I’ve always loved vampires. Even as a child, I had a
thing for the be-fanged ones! I’d had an idea to write a modern take on the
lesbian vampire novel for some time, but it just didn’t seem like it would be accepted
by readers who still wanted the dark, high gothic vampires of the Bram Stoker
tradition And then people such as Stephanie Meyers, LJ Smith, and Charlaine
Harris came along and completely turned the vampire genre on its head! They
opened up the doors for others like me to take the genre in different
directions. I set it in Hollywood because I also love Hollywood - I’m a sucker
for the biographies of old movie stars and studio heads. And well, Hollywood
and vampires, with their blood-sucking ways and immortality, just seemed to go
together so perfectly!
- Your
title. Who came up with it? Did you ever change your title?

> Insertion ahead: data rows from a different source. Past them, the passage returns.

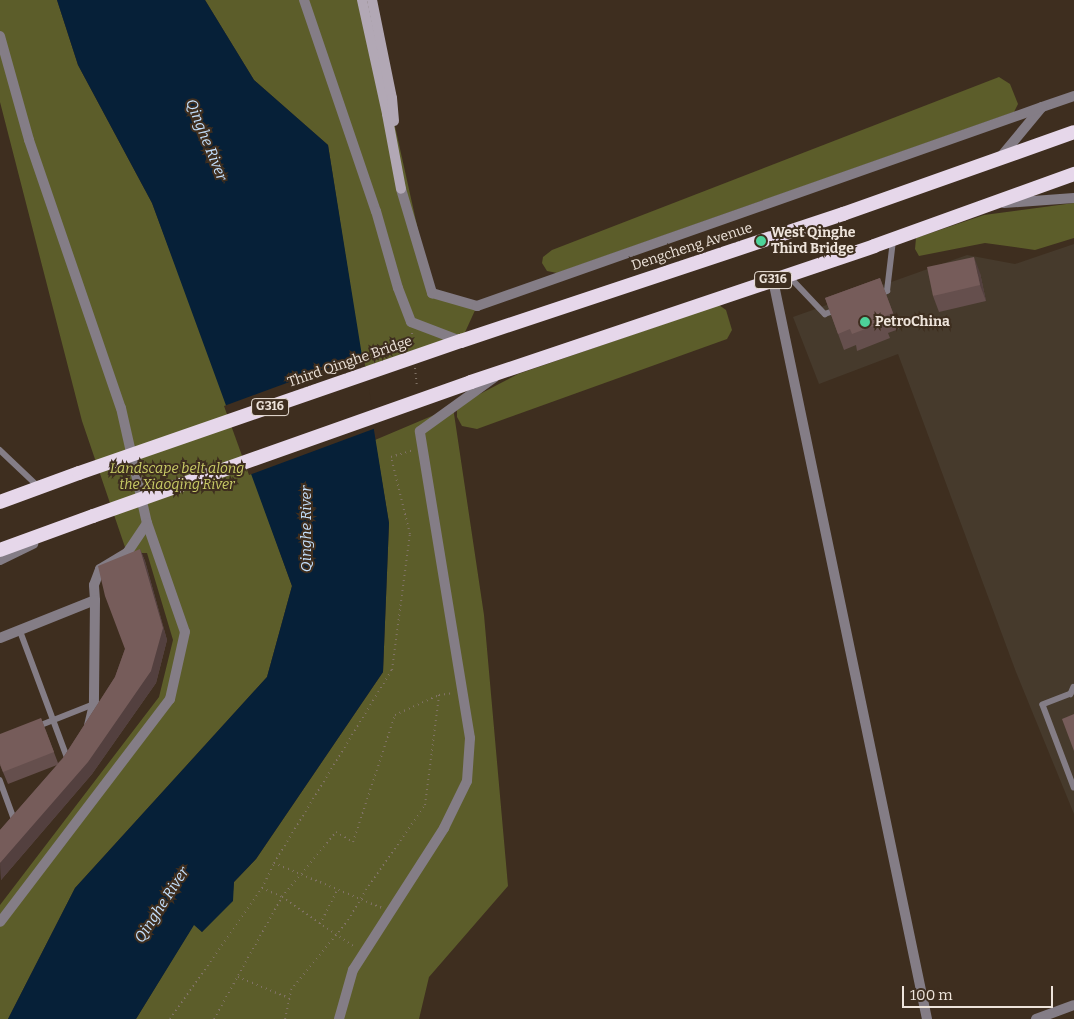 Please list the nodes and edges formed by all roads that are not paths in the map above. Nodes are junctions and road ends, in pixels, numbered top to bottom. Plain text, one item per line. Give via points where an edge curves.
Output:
1 (304, 0) edge
2 (362, 0) edge
3 (372, 0) edge
4 (0, 36) edge
5 (1074, 96) edge
6 (1042, 107) junction
7 (1074, 132) edge
8 (998, 160) junction
9 (1074, 174) edge
10 (401, 189) junction
11 (1074, 198) edge
12 (991, 204) junction
13 (893, 239) junction
14 (788, 275) junction
15 (773, 280) junction
16 (870, 298) edge
17 (843, 307) edge
18 (461, 340) junction
19 (504, 371) junction
20 (0, 450) edge
21 (79, 473) junction
22 (37, 485) junction
23 (0, 496) edge
24 (0, 502) edge
25 (93, 516) junction
26 (147, 523) junction
27 (0, 550) edge
28 (0, 560) edge
29 (95, 600) junction
30 (20, 630) junction
31 (0, 638) edge
32 (1074, 687) edge
33 (94, 704) junction
34 (54, 720) junction
35 (27, 730) edge
36 (86, 738) edge
37 (68, 759) edge
38 (0, 780) edge
39 (1074, 787) edge
40 (16, 823) edge
41 (0, 922) edge
42 (1074, 1005) edge
43 (338, 1019) edge
44 (927, 1019) edge
45 (1036, 1019) edge

1 - 18 street via 411,322
2 - 10 main road
3 - 10 main road via 392,98
4 - 26 street via 30,140 121,408
5 - 6 street
6 - 8 street
6 - 10 street via 478,306 432,294
7 - 8 highway, Dengcheng Avenue / G316
8 - 18 highway, Dengcheng Avenue / G316
9 - 12 highway, G316
11 - 12 street
12 - 13 highway, G316
13 - 14 highway, G316
13 - 16 lane via 887,291
14 - 15 highway, G316
14 - 17 lane via 825,314
15 - 19 highway, G316
15 - 44 street
18 - 21 highway, Third Qinghe Bridge / G316, bridge
19 - 25 highway, G316, bridge
19 - 43 street via 420,430 470,738 467,781 444,828 353,970
20 - 22 lane
21 - 22 street
21 - 24 highway, G316
22 - 23 street
25 - 27 highway, G316
25 - 28 street
26 - 29 street via 127,553 100,569 94,585
26 - 41 street via 185,632 170,699
29 - 30 street
29 - 33 street
30 - 31 street
30 - 34 lane
32 - 39 lane via 1072,694 1043,705
33 - 34 lane
33 - 36 street
34 - 35 lane
34 - 37 lane
38 - 40 lane
42 - 45 street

Lol! I changed the title and a good-sized chunk of
the narrative about halfway through my publisher’s proofreading! Fortunately,
they were very understanding of my artistic need to tinker. I tend to come up
with titles myself - I’m a bit of solitary worker all around. But I do have a
couple of trusted people whom I will run ideas by and take on board their
suggestions.
- Which
came first, the title or the novel?
Usually it’s the novel comes first for me, and
‘Vampires of Hollywood’ was no different in this respect.
- Since
becoming a writer, what’s the most exciting thing to ever happen to you?
The first time someone told me that they’d read my
books and enjoyed them! That was just so lovely and exciting. It made it seem
‘real’ to me at last. I like communicating with my readers!
- What
book are you currently reading or what was the last book you read?
I tend to have at least four books on the go at any
time, a couple fiction novels and something factual. I’ve just started a very
in-depth tome on Ancient Greece ( I’m a history buff ) and I recently finished
reading ’Spirit of Lost Angels’ by Liza Perrat, a historical novel set against
the backdrop of the French Revolution, and which I thoroughly enjoyed. My go-to
genres are horror, dark thriller, and hardboiled detective, but sometimes I
like to stretch my reading wings!
- What
was your first book that you ever wrote (very first one you wrote, not
published)?
It was a horror novel, about a thousand pages long,
set in a small town very like the one I grew up in. I wrote it in my teens.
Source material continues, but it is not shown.